** Opening Study material block **

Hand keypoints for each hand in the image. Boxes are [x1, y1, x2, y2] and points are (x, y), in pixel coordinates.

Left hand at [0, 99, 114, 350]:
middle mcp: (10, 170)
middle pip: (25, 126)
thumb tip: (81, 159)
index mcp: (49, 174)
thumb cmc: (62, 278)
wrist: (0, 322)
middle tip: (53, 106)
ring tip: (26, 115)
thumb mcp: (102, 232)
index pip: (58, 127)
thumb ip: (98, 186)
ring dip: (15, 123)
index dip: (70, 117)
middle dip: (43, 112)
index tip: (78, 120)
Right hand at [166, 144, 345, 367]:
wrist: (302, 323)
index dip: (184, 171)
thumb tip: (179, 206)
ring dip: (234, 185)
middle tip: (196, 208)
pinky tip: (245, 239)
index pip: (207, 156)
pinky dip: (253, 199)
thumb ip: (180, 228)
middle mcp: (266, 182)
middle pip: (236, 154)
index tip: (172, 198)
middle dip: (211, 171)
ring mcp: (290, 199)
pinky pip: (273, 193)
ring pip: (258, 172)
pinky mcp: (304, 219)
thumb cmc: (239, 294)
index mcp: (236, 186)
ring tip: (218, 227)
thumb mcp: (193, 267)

** Closing Study material block **
** Opening Study material block **

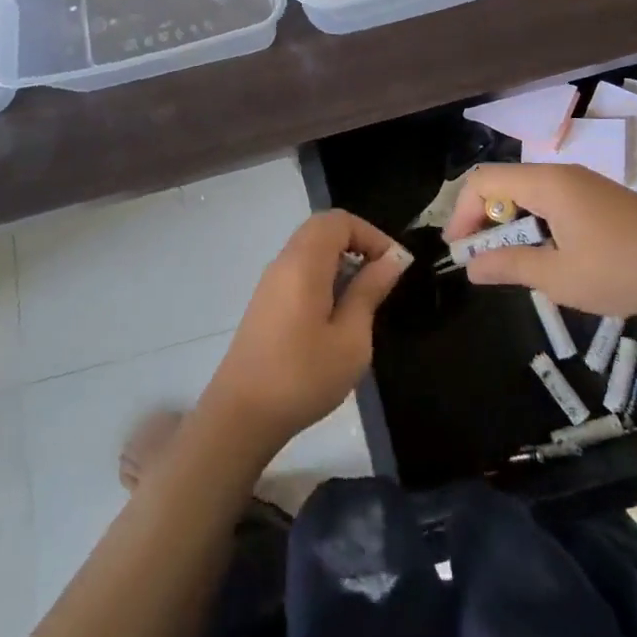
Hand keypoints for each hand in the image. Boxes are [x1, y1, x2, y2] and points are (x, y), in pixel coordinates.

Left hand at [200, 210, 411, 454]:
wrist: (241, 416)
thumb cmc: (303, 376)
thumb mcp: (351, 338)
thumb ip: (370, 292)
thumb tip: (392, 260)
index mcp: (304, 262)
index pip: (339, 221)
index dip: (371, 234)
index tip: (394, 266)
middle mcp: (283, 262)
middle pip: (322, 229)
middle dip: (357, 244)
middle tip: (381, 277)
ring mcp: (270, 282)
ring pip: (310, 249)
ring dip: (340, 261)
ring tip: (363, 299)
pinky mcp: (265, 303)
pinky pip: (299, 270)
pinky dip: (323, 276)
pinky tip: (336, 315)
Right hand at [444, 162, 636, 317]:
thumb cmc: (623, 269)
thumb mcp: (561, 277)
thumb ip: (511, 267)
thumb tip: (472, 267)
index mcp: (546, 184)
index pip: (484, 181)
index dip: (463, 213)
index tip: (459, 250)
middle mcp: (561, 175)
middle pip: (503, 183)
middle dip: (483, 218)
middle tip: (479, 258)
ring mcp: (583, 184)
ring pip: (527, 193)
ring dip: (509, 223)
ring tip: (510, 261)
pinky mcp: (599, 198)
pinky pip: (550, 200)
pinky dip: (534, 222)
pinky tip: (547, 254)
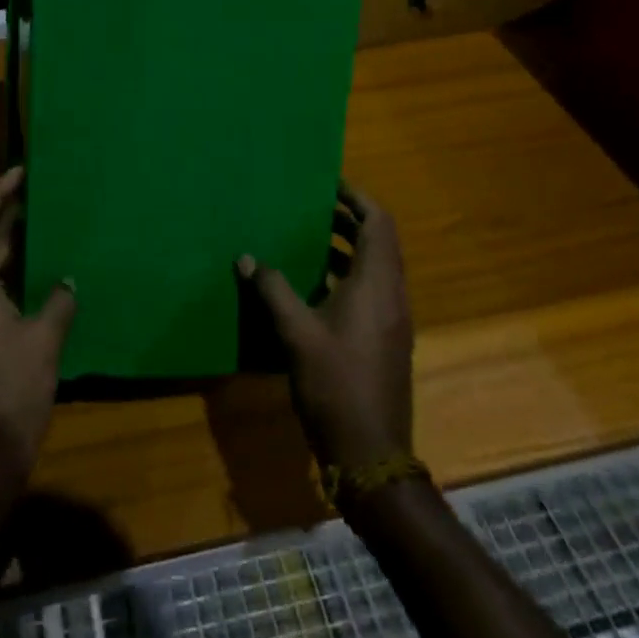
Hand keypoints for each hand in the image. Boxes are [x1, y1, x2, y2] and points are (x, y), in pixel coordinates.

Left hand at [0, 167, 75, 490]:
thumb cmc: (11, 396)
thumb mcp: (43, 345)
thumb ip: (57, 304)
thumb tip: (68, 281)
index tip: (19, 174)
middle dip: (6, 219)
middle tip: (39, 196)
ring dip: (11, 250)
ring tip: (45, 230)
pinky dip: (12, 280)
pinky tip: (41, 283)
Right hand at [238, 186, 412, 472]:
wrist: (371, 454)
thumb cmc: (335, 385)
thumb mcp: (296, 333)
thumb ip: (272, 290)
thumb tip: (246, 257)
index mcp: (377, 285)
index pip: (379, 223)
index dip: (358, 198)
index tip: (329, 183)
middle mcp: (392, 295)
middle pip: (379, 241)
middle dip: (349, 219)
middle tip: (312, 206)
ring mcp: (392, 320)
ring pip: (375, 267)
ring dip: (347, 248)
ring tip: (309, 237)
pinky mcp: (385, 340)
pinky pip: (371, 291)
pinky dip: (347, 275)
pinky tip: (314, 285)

** Closing Study material block **
** Opening Study material block **

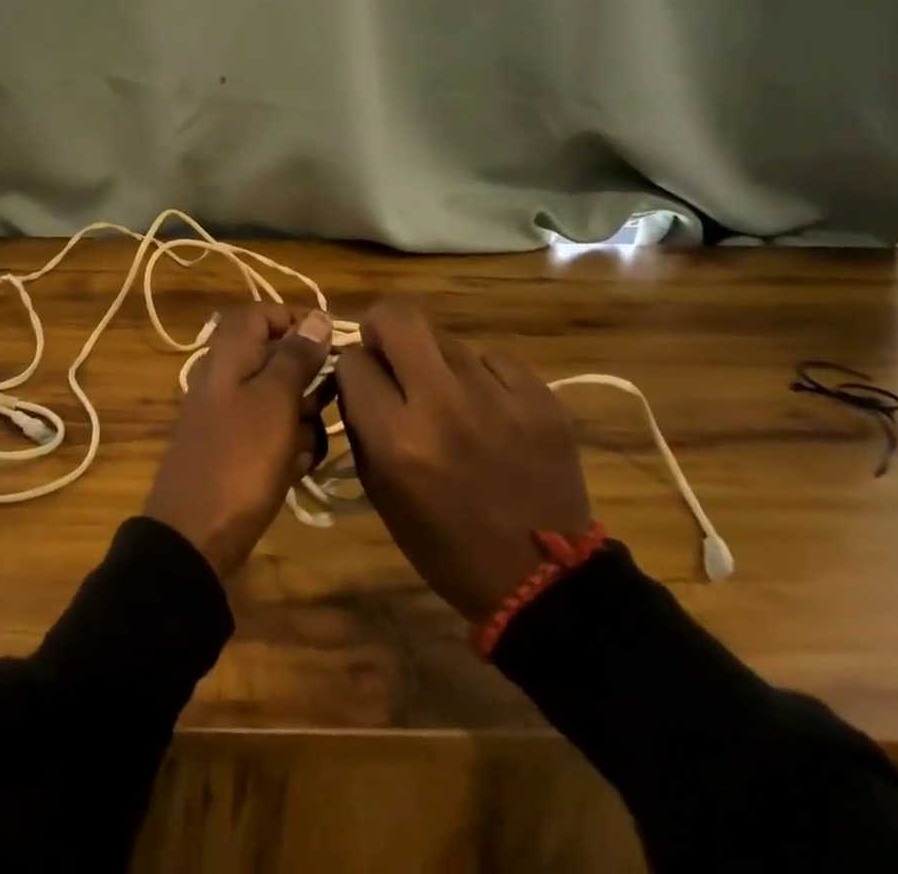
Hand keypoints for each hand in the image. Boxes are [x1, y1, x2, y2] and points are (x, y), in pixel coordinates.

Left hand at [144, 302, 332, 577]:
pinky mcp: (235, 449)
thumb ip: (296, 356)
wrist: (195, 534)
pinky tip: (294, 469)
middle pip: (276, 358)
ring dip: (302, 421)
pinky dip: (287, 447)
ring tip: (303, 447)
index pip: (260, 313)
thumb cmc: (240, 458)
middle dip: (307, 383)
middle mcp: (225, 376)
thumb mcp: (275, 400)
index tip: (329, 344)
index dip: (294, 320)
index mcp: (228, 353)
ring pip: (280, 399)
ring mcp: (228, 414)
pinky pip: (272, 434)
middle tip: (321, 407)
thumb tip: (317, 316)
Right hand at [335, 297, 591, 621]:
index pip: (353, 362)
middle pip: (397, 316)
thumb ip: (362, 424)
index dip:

** Closing Study material block **

* [What you need to do]:
Set down precisely the lines above between the line holding "index mcp: (304, 262)" and the line holding "pinky mcp: (265, 303)", inclusive, and nothing beyond them.

* [Completed exercise]:
index mcp: (304, 262)
index pip: (339, 221)
index dip: (371, 234)
index tip: (394, 266)
middle mcp: (283, 262)
middle pip: (322, 229)
middle dip: (357, 244)
middle tip: (381, 277)
ring mcp: (270, 282)
ring pip: (310, 249)
ring dip: (340, 261)
ring tip: (363, 299)
pinky mcp: (265, 303)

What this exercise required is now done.